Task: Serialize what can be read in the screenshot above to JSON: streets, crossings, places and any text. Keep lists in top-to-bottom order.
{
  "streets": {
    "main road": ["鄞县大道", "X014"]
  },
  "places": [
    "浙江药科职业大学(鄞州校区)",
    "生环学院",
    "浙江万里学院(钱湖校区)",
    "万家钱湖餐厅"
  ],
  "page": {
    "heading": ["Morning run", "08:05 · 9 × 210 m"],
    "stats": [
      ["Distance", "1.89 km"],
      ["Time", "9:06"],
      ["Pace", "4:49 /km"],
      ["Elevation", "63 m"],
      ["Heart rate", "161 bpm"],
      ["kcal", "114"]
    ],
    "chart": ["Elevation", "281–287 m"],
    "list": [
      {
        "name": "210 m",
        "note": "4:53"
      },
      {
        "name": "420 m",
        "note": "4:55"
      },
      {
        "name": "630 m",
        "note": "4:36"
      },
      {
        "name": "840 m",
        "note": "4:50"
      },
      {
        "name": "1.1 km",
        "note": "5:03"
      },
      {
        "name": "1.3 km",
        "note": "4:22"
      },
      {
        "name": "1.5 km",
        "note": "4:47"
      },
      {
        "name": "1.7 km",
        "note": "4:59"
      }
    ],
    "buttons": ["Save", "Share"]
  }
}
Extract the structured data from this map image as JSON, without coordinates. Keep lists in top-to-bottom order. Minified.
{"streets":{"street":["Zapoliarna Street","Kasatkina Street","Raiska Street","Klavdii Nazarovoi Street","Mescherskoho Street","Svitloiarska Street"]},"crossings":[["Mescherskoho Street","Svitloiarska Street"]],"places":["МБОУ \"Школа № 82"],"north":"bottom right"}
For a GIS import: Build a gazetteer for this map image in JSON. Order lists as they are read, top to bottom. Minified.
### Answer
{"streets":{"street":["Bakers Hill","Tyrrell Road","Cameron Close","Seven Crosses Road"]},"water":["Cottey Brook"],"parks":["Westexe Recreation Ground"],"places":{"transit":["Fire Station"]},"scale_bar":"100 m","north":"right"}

* [About this task] In the answer, restate word for word each line from the one with "For a GIS import: Build" through the end of the material above.

* [Solution]
For a GIS import: Build a gazetteer for this map image in JSON. Order lists as they are read, top to bottom. Minified.
### Answer
{"streets":{"street":["Bakers Hill","Tyrrell Road","Cameron Close","Seven Crosses Road"]},"water":["Cottey Brook"],"parks":["Westexe Recreation Ground"],"places":{"transit":["Fire Station"]},"scale_bar":"100 m","north":"right"}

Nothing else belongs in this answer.